Enable with `use_fused=True`:

```python
rope = RotaryEmbedding(dim=64, use_fused=True)
```

The fused RoPE kernel combines cos/sin lookup, rotate-half, and element-wise multiplication into a single triton launch, reducing memory traffic. Supports any even dim (32, 64, 128, etc.) and full autograd support.
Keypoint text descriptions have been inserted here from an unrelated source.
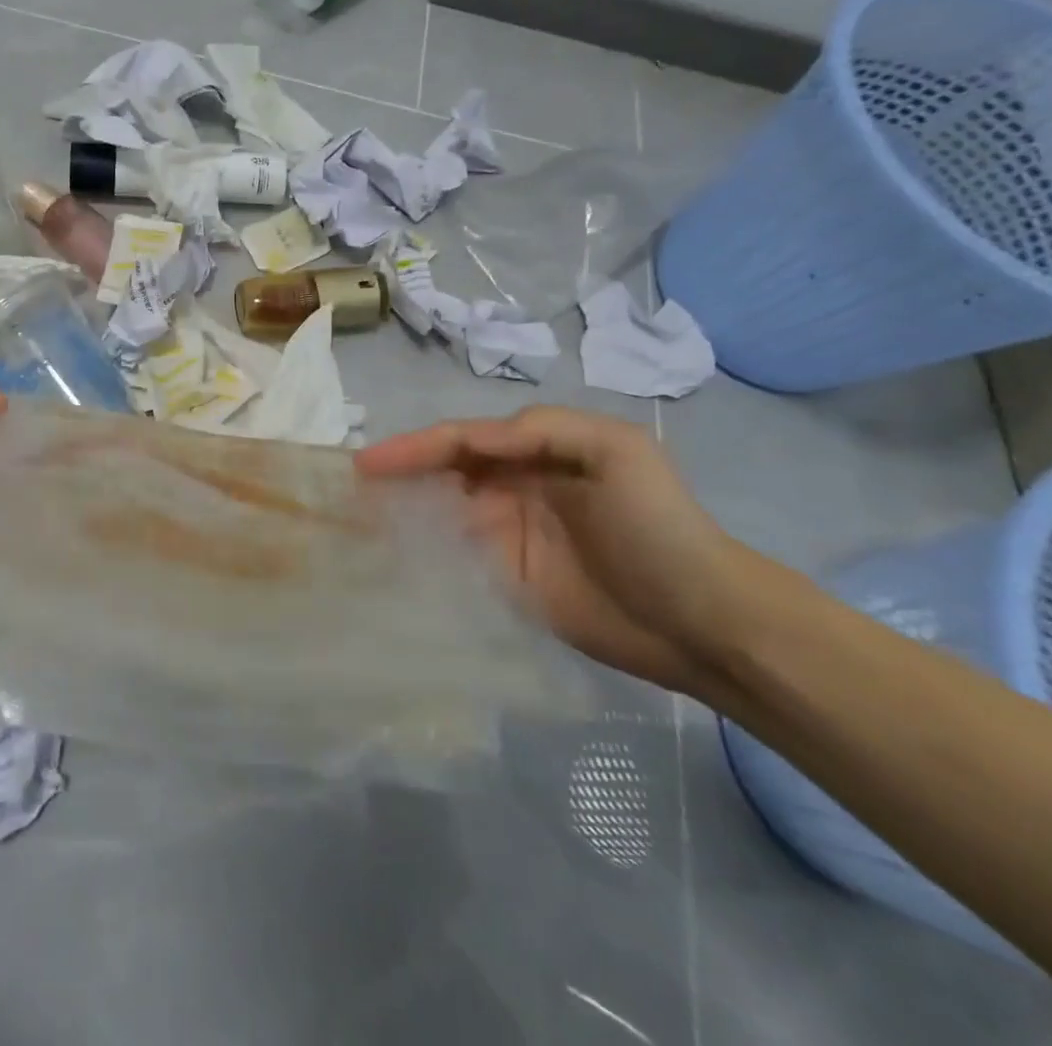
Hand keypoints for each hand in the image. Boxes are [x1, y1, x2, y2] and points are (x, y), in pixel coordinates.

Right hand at [356, 405, 774, 697]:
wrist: (701, 620)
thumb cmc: (657, 524)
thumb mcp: (613, 450)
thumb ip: (539, 430)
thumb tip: (470, 443)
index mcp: (536, 450)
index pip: (463, 440)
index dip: (415, 447)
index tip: (368, 463)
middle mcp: (514, 485)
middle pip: (443, 471)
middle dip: (399, 471)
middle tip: (351, 486)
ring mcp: (507, 533)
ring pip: (442, 511)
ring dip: (403, 508)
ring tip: (357, 515)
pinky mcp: (506, 578)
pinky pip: (455, 556)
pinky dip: (422, 549)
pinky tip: (393, 552)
Falls back to vanilla PyTorch automatically when triton is unavailable or inputs are on CPU.

### Benchmarks

RoPE forward pass on NVIDIA GB10 (float16):

| Shape (B,H,S,D,rot) | PyTorch (ms) | torch.compile (ms) | Triton (ms) | Speedup |
|---|---|---|---|---|
| (1,32,2048,128,128) | 1.40 | 0.61 | 0.34 | **4.15x** |
| (1,32,4096,128,128) | 2.95 | 1.21 | 0.63 | **4.68x** |
| (1,32,8192,128,128) | 5.94 | 2.47 | 1.29 | **4.62x** |
| (2,32,2048,128,128) | 2.97 | 1.23 | 0.75 | **3.98x** |
| (1,32,2048,256,128) | 2.87 | 1.24 | 0.66 | **4.34x** |

The fused Triton kernel is **~4x faster than pure PyTorch** and **~2x faster than `torch.compile`**. `torch.compile` reduces overhead but cannot eliminate intermediate tensor allocations from `chunk`/`cat` — the fused kernel reads and writes each element exactly once.

---

## Documentation

Full API reference for every module is in the [`docs/`](docs/) directory:

| Module | File |
|---|---|
| Positional (RoPE, ALiBi, Sinusoidal, Learned) | [docs/positional.md](docs/positional.md) |
| Fourier features | [docs/fourier.md](docs/fourier.md) |
| Categorical embeddings | [docs/categorical.md](docs/categorical.md) |
| Patch embeddings (ViT, video) | [docs/patch.md](docs/patch.md) |
| Temporal embeddings | [docs/temporal.md](docs/temporal.md) |

---

## Examples

### Rotary Embedding (RoPE) — LLaMA / Mistral style

```python
import torch
from torchembed.positional import RotaryEmbedding

rope = RotaryEmbedding(dim=64)  # head_dim

# Inside your attention layer:
q = torch.randn(batch, heads, seq_len, 64)
k = torch.randn(batch, heads, seq_len, 64)
q, k = rope(q, k)  # apply rotation in-place
```

RoPE has no trainable parameters and preserves vector norms (it's a pure rotation).
The default base of 10,000 matches the original paper; use `base=500_000` for LLaMA 3.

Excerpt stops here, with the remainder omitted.